Methods inherited from class com.qizx.xdm.XMLPullStreamBase
getAttributeCount, getAttributeName, getAttributeValue, getCurrentEvent, getDTDName, getDTDPublicId, getDTDSystemId, getEncoding, getInternalSubset, getNamespaceCount, getNamespacePrefix, getNamespaceURI
 
Methods inherited from class java.lang.Object
equals, getClass, hashCode, notify, notifyAll, toString, wait, wait, wait
 
Methods inherited from interface com.qizx.api.XMLPullStream
getAttributeCount, getAttributeName, getAttributeValue, getCurrentEvent, getDTDName, getDTDPublicId, getDTDSystemId, getEncoding, getInternalSubset, getNamespaceCount, getNamespacePrefix, getNamespaceURI
 

Constructor Detail

FullTextHighlighter

public FullTextHighlighter(Expression query)
                    throws EvaluationException
Creates a FullTextHighlighter from a compiled XQuery Expression.

The expression must be either of:

Parameters:
query - a compiled full-text predicate, or a string using the simple full-text syntax.
Throws:
EvaluationException

FullTextHighlighter

public FullTextHighlighter(String simpleSyntaxQuery,
                           FullTextFactory fulltextFactory,
                           String language)
                    throws DataModelException
Creates a FullTextHighlighter from a query string using the simple full-text syntax. Example:
FullTextHighlighter hiliter =
  new FullTextHighlighter("+Romeo +Juliet", ftfactory, "en");

Parameters:
simpleSyntaxQuery - a query using the simple full-text syntax.
fulltextFactory - a FullTextFactory used with the language parameter to get a tokenizer (both at compile-time and run-time).
language - language used for the options of the full-text query
Throws:
DataModelException - if the query is incorrect

FullTextHighlighter

public FullTextHighlighter(String[] words,
                           FullTextFactory fulltextFactory,
                           String language)
Creates a FullTextHighlighter from a list of words.

Parameters:
words - an array of words, used as is (no tokenization applied).
fulltextFactory - a FullTextFactory used to get a tokenizer
language - language used for the options of the full-text query

FullTextHighlighter

public FullTextHighlighter(com.qizx.queries.FullText.Selection query,
                           FullTextFactory fulltextFactory)
For internal use.

Method Detail

start

public void start(Node node)
           throws DataModelException
Starts iteration on a Node tree.
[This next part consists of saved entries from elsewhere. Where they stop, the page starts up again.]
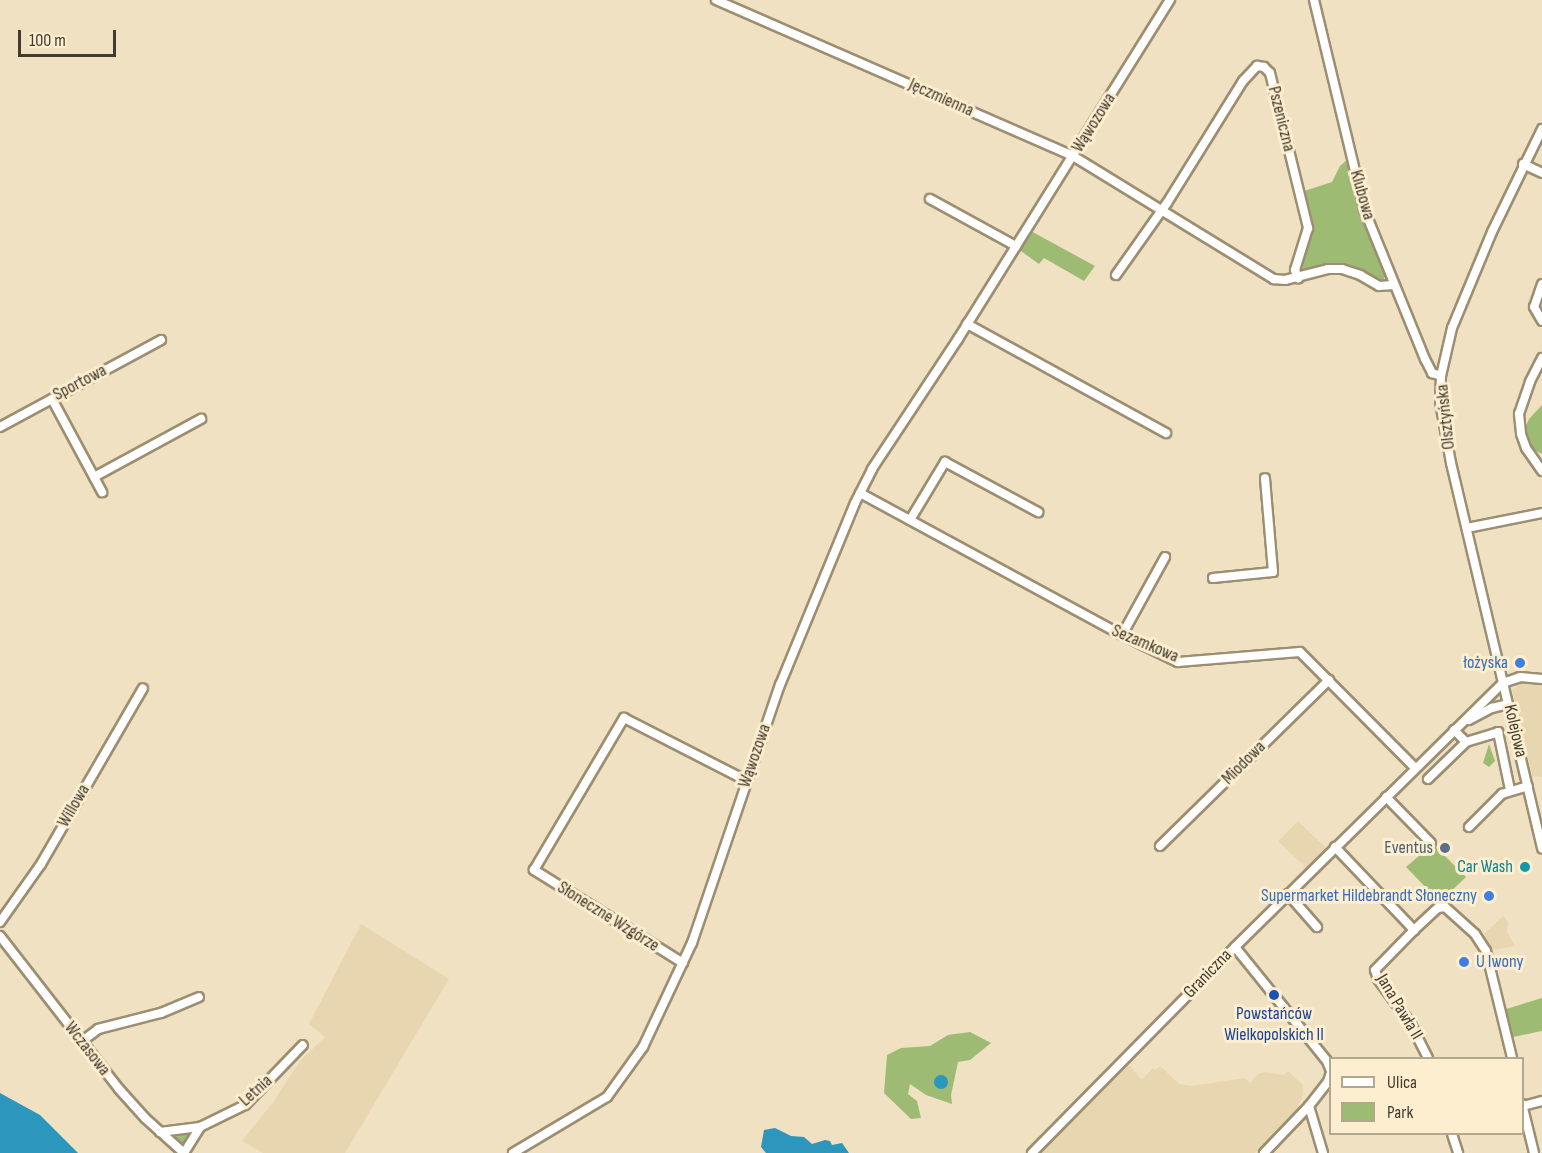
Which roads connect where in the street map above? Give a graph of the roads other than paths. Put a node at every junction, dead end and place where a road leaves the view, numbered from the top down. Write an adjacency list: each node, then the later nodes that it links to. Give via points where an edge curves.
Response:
1 (716, 0): 5 (street, Jęczmienna)
2 (1170, 0): 5 (street, Wąwozowa)
3 (1314, 0): 14 (street, Klubowa, via 1365,209)
4 (1542, 129): 6 (street, Olsztyńska)
5 (1073, 156): 9 (street, Jęczmienna); 10 (street, Wąwozowa)
6 (1523, 164): 7 (street); 19 (street, Olsztyńska, via 1452,328)
7 (1542, 173)
8 (930, 199): 10 (street)
9 (1159, 210): 11 (street); 12 (street, Jęczmienna, via 1263,274 1285,280); 12 (street, Pszeniczna, via 1251,70 1264,67 1269,73 1308,228 1295,270)
10 (1016, 246): 16 (street, Wąwozowa)
11 (1116, 275)
12 (1298, 278): 14 (street, Jęczmienna, via 1342,270 1379,286)
13 (1542, 284): 15 (street, via 1534,307)
14 (1394, 285): 19 (street, Klubowa, via 1429,368)
15 (1542, 321)
16 (967, 324): 23 (street); 28 (street, Wąwozowa)
17 (161, 340): 20 (street, Sportowa)
18 (1542, 358): 24 (street, via 1519,414 1526,448)
19 (1441, 376): 32 (street, Olsztyńska, via 1445,434)
20 (52, 399): 22 (street, Sportowa); 25 (street)
21 (201, 419): 25 (street)
22 (0, 427)
23 (1166, 434)
24 (1542, 471)
25 (94, 477): 27 (street)
26 (1264, 478): 34 (street, via 1274,572)
27 (102, 492)
28 (860, 493): 31 (street, Sezamkowa); 45 (street, Wąwozowa, via 780,685)
29 (1038, 512): 31 (street, via 945,462)
30 (1542, 513): 32 (street)
31 (910, 520): 35 (street, Sezamkowa)
32 (1467, 528): 38 (street, Olsztyńska)
33 (1165, 557): 35 (street)
34 (1212, 578)
35 (1122, 635): 37 (street, Sezamkowa, via 1178,662 1299,652)
36 (1542, 679): 38 (street, via 1521,677)
37 (1329, 680): 43 (street, Sezamkowa); 51 (street, Miodowa)
38 (1503, 683): 40 (street, Kolejowa); 41 (street, Graniczna)
39 (143, 688): 55 (street, Willowa, via 41,864)
40 (1508, 704): 41 (street, Graniczna, via 1492,708); 46 (street, Kolejowa)
41 (1456, 729): 42 (street); 43 (street, Graniczna)
42 (1466, 742): 44 (street); 47 (street, via 1497,732)
43 (1415, 768): 48 (street, Graniczna)
44 (1428, 780)
45 (747, 781): 60 (street, Wąwozowa); 60 (street, Słoneczne Wzgórze, via 624,718 534,870)
46 (1528, 786): 47 (street); 53 (street, Kolejowa)
47 (1510, 790): 49 (street)
48 (1386, 797): 50 (street); 52 (street, Graniczna)
49 (1469, 827)
50 (1431, 843)
51 (1160, 846)
52 (1335, 847): 54 (street, Graniczna); 57 (street)
53 (1542, 848)
54 (1288, 894): 56 (street); 59 (street, Graniczna)
55 (0, 922)
56 (1317, 927)
57 (1414, 930): 64 (street, Jana Pawła II, via 1376,966 1375,975 1411,1024); 65 (street, Jana Pawła II, via 1438,908 1445,907 1481,942)
58 (0, 936): 62 (street, Wczasowa)
59 (1235, 946): 66 (street); 77 (street, Graniczna)
60 (683, 963): 76 (street, Wąwozowa, via 643,1047 608,1097)
61 (199, 997): 62 (street, via 160,1013 98,1029)
62 (81, 1042): 73 (street, Wczasowa)
63 (303, 1045): 72 (street, Letnia, via 245,1105)
64 (1427, 1057)
65 (1512, 1057)
66 (1329, 1066)
67 (1329, 1078): 70 (street)
68 (1542, 1101): 69 (street)
69 (1524, 1105)
70 (1309, 1106): 78 (street); 79 (street)
71 (1524, 1109): 81 (street)
72 (200, 1127): 73 (street, Letnia); 75 (street)
73 (160, 1132): 75 (street, Wczasowa)
74 (1452, 1135): 80 (street)
75 (184, 1153)
76 (513, 1153)
77 (1032, 1153)
78 (1264, 1153)
79 (1323, 1153)
80 (1458, 1153)
81 (1534, 1153)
If the node belongs to an XML Library, the iteration can be optimized using XML Library indexes.

Parameters:
node -
Throws:
DataModelException

start

public void start(XMLPullStream source)
Starts iteration using another XML Stream as source. This version cannot be optimized using XML Library indexes.

Parameters:
source - a pull stream. Text nodes (events of type TEXT) can be split into several sections corresponding to recognized full-text terms and plain text (resp. events FT_TERM and TEXT).

getQueryTermCount

public int getQueryTermCount()
Description copied from interface: FullTextPullStream
Returns the number of terms in the query.

Specified by:
getQueryTermCount in interface FullTextPullStream

getQueryTerms

public String[] getQueryTerms()
Description copied from interface: FullTextPullStream
Returns the terms of the query as a String array.

Specified by:
getQueryTerms in interface FullTextPullStream

moveToNextEvent

public int moveToNextEvent()
                    throws DataModelException
Description copied from interface: XMLPullStream
Moves the event stream one step forward.

Specified by:
moveToNextEvent in interface XMLPullStream
Returns:
the next event. If the stream has reached its end, returns XMLPullStream.END.
Throws:
DataModelException - may be thrown by the stream implementation in case access to data is impossible (deleted document, closed Library).

getTermPosition

public int getTermPosition()
Description copied from interface: FullTextPullStream
On a FT_TERM event, returns the rank of the term (word, wildcard) in the full-text query. Depends on the actual implementation of this interface.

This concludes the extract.